Items from a data source:
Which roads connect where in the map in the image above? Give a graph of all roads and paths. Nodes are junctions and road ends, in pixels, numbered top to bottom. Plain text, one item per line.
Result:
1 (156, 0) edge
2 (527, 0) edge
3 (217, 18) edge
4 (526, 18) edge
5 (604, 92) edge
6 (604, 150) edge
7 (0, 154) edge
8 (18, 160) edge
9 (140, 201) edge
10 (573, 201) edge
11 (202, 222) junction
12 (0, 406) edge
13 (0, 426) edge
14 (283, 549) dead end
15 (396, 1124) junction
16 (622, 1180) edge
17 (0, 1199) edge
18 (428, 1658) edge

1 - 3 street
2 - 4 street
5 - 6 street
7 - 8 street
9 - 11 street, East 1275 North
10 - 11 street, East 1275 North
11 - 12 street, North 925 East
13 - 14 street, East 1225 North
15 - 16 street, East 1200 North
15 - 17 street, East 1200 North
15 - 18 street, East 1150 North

[YOUR TASK]
Only an exact copy of the entries above will do.

[ANSWER TO THE PROBLEM]
Which roads connect where in the map in the image above? Give a graph of all roads and paths. Nodes are junctions and road ends, in pixels, numbered top to bottom. Plain text, one item per line.
Result:
1 (156, 0) edge
2 (527, 0) edge
3 (217, 18) edge
4 (526, 18) edge
5 (604, 92) edge
6 (604, 150) edge
7 (0, 154) edge
8 (18, 160) edge
9 (140, 201) edge
10 (573, 201) edge
11 (202, 222) junction
12 (0, 406) edge
13 (0, 426) edge
14 (283, 549) dead end
15 (396, 1124) junction
16 (622, 1180) edge
17 (0, 1199) edge
18 (428, 1658) edge

1 - 3 street
2 - 4 street
5 - 6 street
7 - 8 street
9 - 11 street, East 1275 North
10 - 11 street, East 1275 North
11 - 12 street, North 925 East
13 - 14 street, East 1225 North
15 - 16 street, East 1200 North
15 - 17 street, East 1200 North
15 - 18 street, East 1150 North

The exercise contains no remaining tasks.